A medida regulamenta os fluxos durante a entrada de visitantes, servidores, veículos oficiais, de fornecedores e até da coleta de lixo, para que passem por revistas mais minuciosas pela Polícia Militar, a fim de coibir a entrada de qualquer ilícito.

“É importante repassarmos as informações do Sisp, tanto quanto as instituições nos dão suas impressões, o andamento dos processos de liberação e como estão sendo realizadas essas compras junto aos recursos da segurança pública”, disse Nazareth Araújo.

O Estado está investindo mais de R$ 70 milhões na segurança, sendo que mais da metade do recurso será usada na reforma e ampliação de vagas nos presídios do Acre.

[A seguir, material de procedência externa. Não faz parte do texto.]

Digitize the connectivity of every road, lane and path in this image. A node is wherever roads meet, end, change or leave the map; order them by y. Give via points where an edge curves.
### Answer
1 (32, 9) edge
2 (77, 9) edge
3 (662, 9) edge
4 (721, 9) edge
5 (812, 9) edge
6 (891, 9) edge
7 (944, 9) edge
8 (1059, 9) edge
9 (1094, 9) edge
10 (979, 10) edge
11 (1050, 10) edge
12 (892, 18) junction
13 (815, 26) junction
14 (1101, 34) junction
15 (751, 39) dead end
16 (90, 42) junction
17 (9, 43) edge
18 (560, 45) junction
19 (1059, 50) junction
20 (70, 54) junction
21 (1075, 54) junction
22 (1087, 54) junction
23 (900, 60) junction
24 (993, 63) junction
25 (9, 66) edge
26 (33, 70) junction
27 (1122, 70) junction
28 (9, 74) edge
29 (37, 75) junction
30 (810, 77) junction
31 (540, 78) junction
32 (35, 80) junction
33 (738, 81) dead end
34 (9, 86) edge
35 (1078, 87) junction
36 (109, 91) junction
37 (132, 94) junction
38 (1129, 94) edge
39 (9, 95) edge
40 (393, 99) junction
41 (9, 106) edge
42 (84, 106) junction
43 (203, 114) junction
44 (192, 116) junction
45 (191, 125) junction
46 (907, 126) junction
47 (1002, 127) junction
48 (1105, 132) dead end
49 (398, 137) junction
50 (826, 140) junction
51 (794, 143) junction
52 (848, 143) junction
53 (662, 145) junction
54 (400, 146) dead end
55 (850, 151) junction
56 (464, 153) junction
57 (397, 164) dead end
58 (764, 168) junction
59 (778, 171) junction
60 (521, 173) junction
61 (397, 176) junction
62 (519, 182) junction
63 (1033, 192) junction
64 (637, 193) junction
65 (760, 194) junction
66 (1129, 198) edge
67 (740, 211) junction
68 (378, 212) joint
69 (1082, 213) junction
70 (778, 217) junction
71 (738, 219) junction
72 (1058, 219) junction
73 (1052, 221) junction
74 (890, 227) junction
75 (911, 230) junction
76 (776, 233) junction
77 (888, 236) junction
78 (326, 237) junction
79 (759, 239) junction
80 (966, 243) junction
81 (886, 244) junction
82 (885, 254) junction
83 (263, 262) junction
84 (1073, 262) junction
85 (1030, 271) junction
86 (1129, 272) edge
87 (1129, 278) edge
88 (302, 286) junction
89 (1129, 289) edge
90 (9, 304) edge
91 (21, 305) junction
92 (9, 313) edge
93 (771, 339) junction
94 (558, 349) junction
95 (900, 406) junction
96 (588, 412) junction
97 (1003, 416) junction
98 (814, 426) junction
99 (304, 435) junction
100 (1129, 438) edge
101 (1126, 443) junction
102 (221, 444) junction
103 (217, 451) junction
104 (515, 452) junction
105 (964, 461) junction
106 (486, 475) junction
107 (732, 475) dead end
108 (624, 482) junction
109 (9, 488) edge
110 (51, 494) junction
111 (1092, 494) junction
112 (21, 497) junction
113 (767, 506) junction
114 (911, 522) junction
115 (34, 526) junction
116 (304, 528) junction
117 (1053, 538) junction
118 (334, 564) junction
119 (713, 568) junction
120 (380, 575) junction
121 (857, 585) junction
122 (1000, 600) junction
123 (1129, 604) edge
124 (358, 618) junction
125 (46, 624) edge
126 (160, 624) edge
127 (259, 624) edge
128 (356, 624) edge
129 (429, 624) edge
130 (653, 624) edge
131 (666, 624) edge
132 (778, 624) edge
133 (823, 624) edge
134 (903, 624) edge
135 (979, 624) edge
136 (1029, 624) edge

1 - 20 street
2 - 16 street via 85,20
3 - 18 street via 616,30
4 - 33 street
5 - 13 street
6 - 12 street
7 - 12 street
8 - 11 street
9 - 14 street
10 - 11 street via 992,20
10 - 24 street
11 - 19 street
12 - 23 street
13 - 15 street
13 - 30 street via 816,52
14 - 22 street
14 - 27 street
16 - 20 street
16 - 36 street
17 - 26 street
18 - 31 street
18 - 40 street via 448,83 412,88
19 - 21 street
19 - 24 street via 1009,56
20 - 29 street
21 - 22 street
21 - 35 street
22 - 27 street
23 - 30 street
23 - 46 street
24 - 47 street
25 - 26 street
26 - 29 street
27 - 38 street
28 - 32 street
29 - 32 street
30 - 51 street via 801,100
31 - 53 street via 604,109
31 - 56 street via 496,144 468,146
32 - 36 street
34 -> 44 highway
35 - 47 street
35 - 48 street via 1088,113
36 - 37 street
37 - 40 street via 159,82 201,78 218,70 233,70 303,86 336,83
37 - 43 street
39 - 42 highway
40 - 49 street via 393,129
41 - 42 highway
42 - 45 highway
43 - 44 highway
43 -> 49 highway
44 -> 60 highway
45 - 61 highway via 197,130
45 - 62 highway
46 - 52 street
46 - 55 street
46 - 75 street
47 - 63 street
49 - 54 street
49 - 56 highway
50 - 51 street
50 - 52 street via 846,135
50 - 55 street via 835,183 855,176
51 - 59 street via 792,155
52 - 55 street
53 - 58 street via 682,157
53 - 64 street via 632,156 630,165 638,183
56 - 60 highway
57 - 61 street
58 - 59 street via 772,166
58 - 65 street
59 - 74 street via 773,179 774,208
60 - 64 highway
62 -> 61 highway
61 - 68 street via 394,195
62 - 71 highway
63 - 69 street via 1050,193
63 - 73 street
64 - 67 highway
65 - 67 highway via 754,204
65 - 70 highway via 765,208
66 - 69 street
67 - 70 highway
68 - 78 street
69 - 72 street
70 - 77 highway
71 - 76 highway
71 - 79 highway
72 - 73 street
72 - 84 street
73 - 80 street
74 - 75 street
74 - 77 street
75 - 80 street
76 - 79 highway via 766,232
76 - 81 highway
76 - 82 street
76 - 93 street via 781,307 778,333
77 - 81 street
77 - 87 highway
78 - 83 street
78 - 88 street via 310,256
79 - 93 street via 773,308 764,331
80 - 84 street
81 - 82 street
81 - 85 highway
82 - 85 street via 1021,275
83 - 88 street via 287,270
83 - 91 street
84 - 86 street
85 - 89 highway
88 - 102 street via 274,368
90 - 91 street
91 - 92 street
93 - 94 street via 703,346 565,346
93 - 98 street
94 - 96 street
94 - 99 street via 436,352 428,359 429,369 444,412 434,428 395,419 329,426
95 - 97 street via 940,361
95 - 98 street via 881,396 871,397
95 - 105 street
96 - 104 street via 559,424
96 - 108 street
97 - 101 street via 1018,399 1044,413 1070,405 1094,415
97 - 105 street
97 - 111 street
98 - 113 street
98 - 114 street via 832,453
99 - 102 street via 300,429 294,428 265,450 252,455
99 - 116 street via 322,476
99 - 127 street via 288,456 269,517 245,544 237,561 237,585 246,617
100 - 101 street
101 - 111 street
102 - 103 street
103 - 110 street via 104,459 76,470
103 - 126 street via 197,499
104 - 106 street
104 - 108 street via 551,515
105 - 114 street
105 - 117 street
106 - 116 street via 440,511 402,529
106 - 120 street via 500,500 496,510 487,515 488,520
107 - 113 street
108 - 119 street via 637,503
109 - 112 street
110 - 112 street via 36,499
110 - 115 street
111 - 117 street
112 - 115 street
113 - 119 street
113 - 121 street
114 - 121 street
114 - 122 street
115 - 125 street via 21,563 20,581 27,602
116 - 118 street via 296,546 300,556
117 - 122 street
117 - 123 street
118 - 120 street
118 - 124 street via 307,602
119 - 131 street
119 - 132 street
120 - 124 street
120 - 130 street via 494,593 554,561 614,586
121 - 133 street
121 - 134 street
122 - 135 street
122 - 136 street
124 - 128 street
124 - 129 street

Além disso, o governo também está mobilizando a Defensoria Pública do Estado (DPE) para realizar uma força-tarefa na revisão de execuções penais, e a Secretaria de Justiça e Direitos Humanos (Sejudh) planeja uma Central de Alternativas Penais, para que presos de baixa periculosidade cumpram outras penas que não a reclusão.

Entidades parceiras

A desembargadora do Tribunal de Justiça Regina Ferrari ressaltou que o TJ-AC mantém seus trabalhos na análise das progressões penais com foco em evitar a superlotação de presídios.

Segundo ela, a união interinstitucional e a decisão de prioridades são essenciais neste momento.

“É importante porque alinhamos informações, e a partir delas deflagramos ações que cada qual, dentro deus seus limites de competência, pode contribuir para a melhoria dos nossos processos de trabalho”, conta.

O procurador-geral de Justiça Oswald D’Albuquerque completou: “Mantemos o alinhamento das ações, principalmente as preventivas. E o principal motivo de mantermos essas reuniões é para que possamos estar integrados para evitar problemas mais gravas como os que aconteceram em outros estados da federação”.